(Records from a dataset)

==================================================

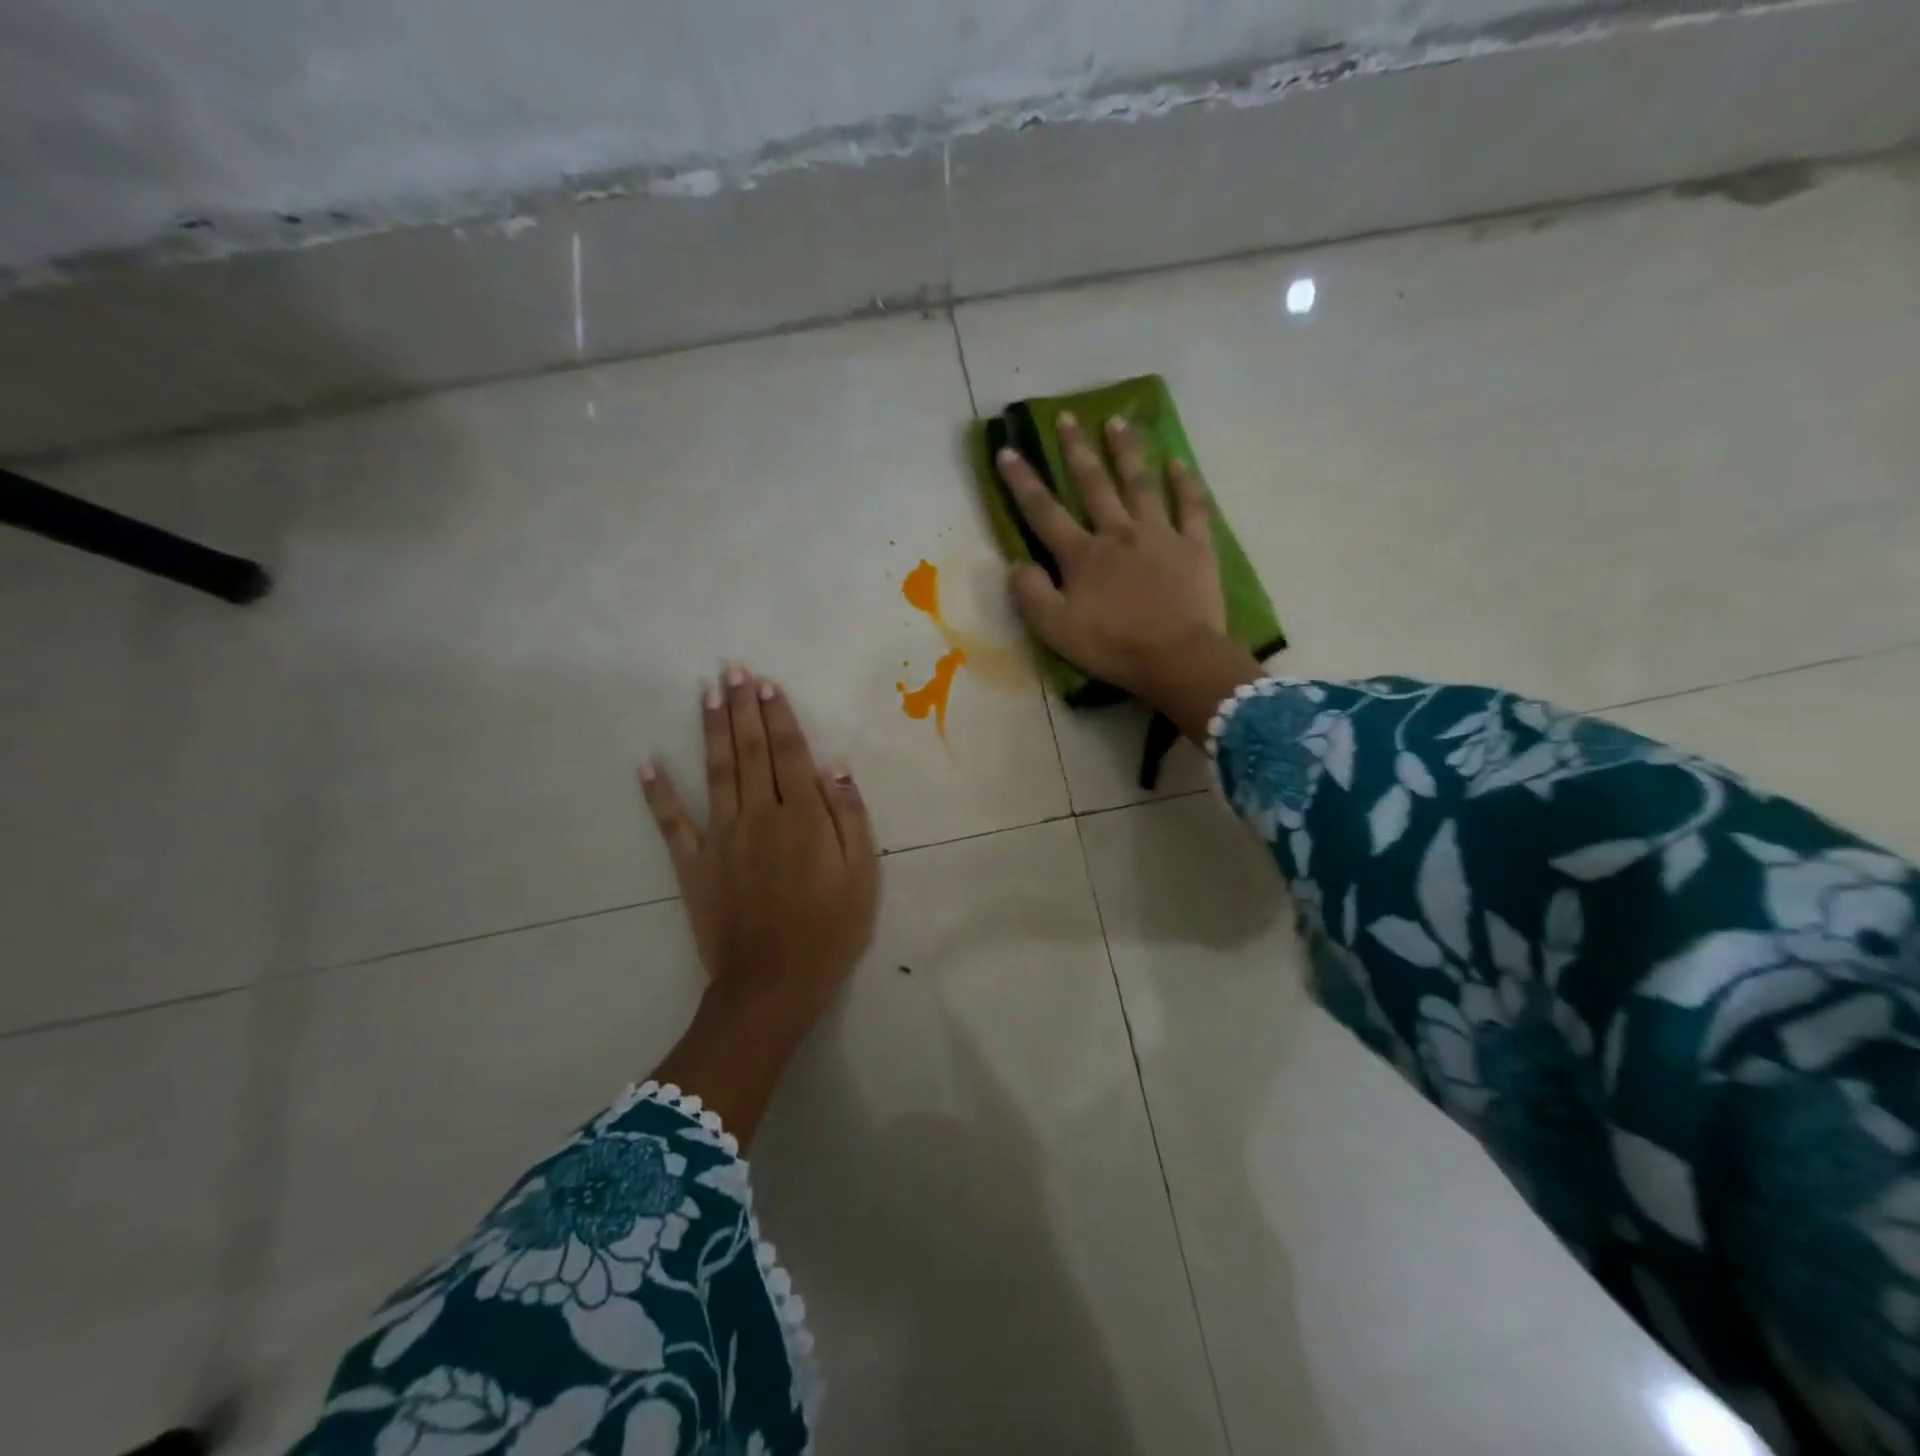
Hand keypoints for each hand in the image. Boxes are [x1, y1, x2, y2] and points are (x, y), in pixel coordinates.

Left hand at [639, 665, 879, 1143]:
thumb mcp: (862, 875)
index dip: (779, 714)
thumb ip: (850, 817)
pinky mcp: (694, 865)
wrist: (773, 985)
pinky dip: (658, 793)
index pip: (789, 752)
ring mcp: (722, 838)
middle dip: (742, 707)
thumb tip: (835, 768)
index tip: (767, 683)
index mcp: (802, 816)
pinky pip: (672, 823)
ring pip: (715, 772)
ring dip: (710, 729)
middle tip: (733, 669)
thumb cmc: (830, 931)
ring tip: (706, 692)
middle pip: (750, 751)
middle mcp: (759, 815)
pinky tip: (647, 763)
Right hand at [997, 412, 1262, 741]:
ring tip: (1116, 422)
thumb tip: (1016, 563)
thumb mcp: (1055, 630)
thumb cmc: (1113, 647)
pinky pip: (1191, 507)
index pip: (1044, 511)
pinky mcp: (1195, 546)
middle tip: (1067, 417)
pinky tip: (1177, 462)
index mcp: (1082, 555)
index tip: (1007, 450)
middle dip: (1076, 450)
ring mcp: (1160, 535)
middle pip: (1093, 484)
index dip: (1022, 481)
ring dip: (1126, 452)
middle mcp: (1118, 533)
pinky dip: (1184, 483)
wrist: (1178, 659)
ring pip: (1140, 484)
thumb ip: (1030, 594)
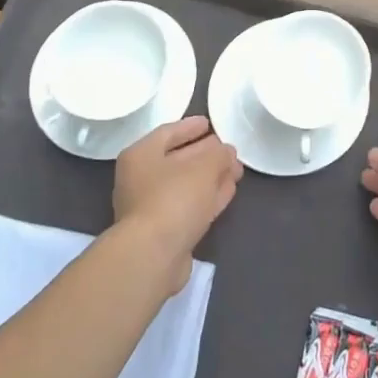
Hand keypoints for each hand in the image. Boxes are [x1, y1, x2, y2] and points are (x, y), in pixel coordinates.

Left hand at [113, 116, 242, 287]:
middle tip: (230, 149)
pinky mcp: (164, 231)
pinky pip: (189, 205)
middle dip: (206, 153)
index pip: (168, 132)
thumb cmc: (174, 198)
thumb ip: (219, 154)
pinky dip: (208, 197)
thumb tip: (226, 153)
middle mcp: (141, 179)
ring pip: (186, 184)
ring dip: (211, 176)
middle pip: (178, 159)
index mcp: (141, 155)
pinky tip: (228, 191)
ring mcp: (151, 207)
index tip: (210, 122)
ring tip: (236, 170)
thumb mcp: (205, 166)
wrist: (153, 254)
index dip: (190, 126)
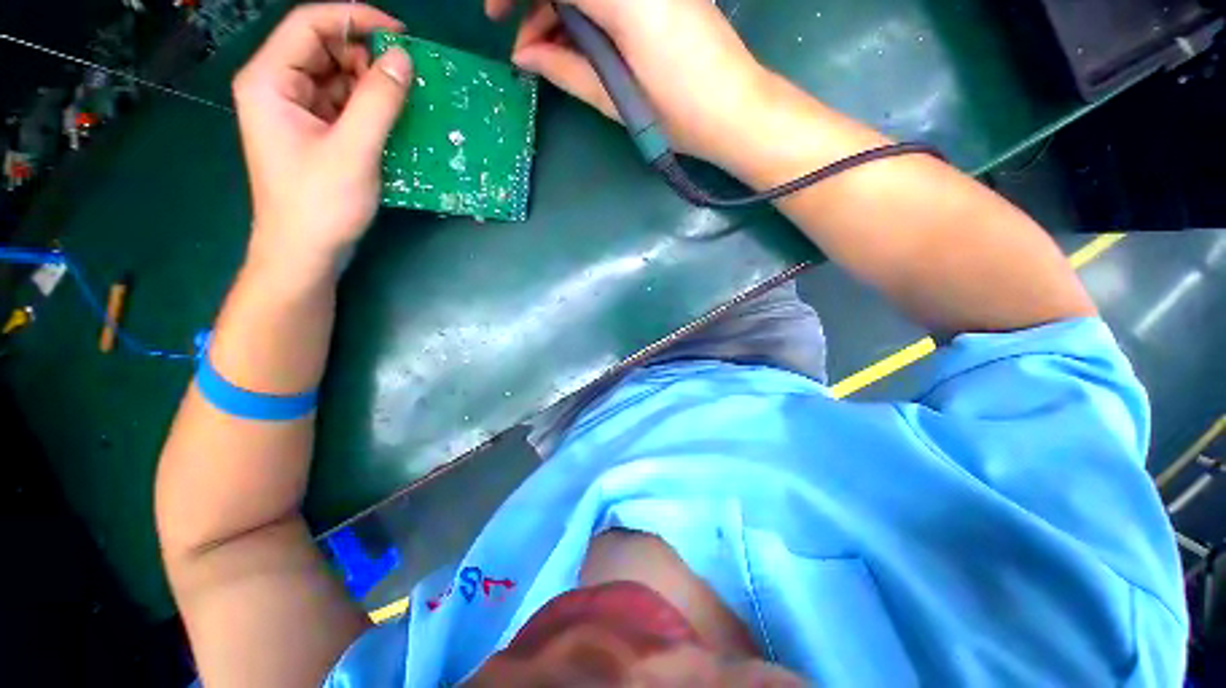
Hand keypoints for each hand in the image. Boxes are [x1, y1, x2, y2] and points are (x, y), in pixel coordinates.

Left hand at [233, 4, 412, 282]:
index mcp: (270, 80)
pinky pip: (343, 106)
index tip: (401, 36)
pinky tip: (393, 123)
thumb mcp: (353, 150)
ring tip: (406, 104)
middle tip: (408, 80)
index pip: (310, 25)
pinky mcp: (314, 133)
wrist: (305, 253)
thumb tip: (404, 60)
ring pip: (338, 78)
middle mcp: (278, 87)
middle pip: (325, 49)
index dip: (355, 19)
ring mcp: (296, 111)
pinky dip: (370, 109)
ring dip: (373, 86)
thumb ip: (378, 101)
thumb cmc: (320, 204)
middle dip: (367, 58)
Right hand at [487, 0, 770, 165]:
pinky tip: (580, 46)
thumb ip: (566, 70)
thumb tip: (524, 57)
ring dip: (561, 13)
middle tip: (526, 45)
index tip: (496, 16)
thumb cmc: (678, 113)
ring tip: (551, 57)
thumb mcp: (616, 99)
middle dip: (538, 4)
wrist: (735, 111)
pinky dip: (588, 16)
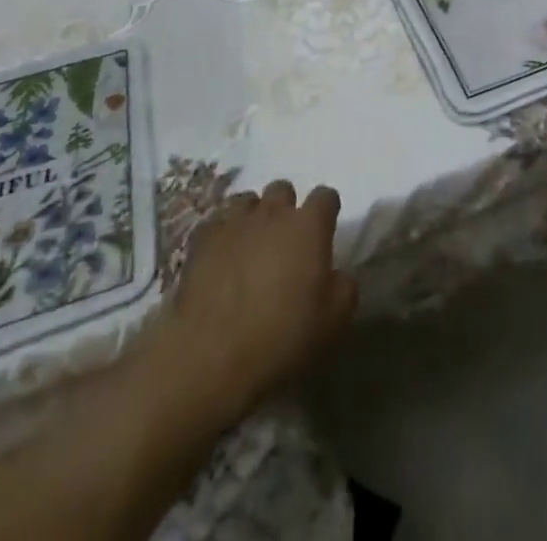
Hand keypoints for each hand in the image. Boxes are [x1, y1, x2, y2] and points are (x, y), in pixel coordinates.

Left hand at [153, 180, 356, 423]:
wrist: (209, 357)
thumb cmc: (280, 338)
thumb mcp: (334, 322)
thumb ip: (344, 287)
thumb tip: (337, 274)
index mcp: (308, 226)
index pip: (326, 196)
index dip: (326, 211)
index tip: (325, 231)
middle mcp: (273, 213)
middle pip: (283, 189)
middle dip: (286, 208)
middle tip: (285, 240)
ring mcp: (234, 222)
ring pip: (247, 200)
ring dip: (253, 216)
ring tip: (251, 244)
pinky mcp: (202, 240)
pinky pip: (217, 222)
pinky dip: (223, 233)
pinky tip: (222, 256)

==================================================

## EXERCISE
Your reply should consist only of the lines running from the line with "ring dip: (561, 13)" to the end of the entries, both included, copied exactly and without any pictures.

## EXERCISE RESPONSE
ring dip: (561, 13)
middle tip: (526, 45)
index tip: (496, 16)
thumb cmc: (678, 113)
ring tip: (551, 57)
thumb mcp: (616, 99)
middle dip: (538, 4)
wrist: (735, 111)
pinky dip: (588, 16)
Hand keypoints for each hand in the image. Boxes are [x1, y1, x2, y2] and points are (x, y), in pixel coordinates.

Left hand at [153, 180, 356, 423]:
wrist: (209, 357)
thumb cmc: (280, 338)
thumb mcp: (334, 322)
thumb ip: (344, 287)
thumb tip: (337, 274)
index mcp: (308, 226)
index pip: (326, 196)
index dip: (326, 211)
index tip: (325, 231)
middle mcp: (273, 213)
middle pip: (283, 189)
middle dip: (286, 208)
middle tip: (285, 240)
ring mcp: (234, 222)
ring pip: (247, 200)
ring dip: (253, 216)
ring tip: (251, 244)
pinky mcp: (202, 240)
pinky pip: (217, 222)
pinky dip: (223, 233)
pinky tip: (222, 256)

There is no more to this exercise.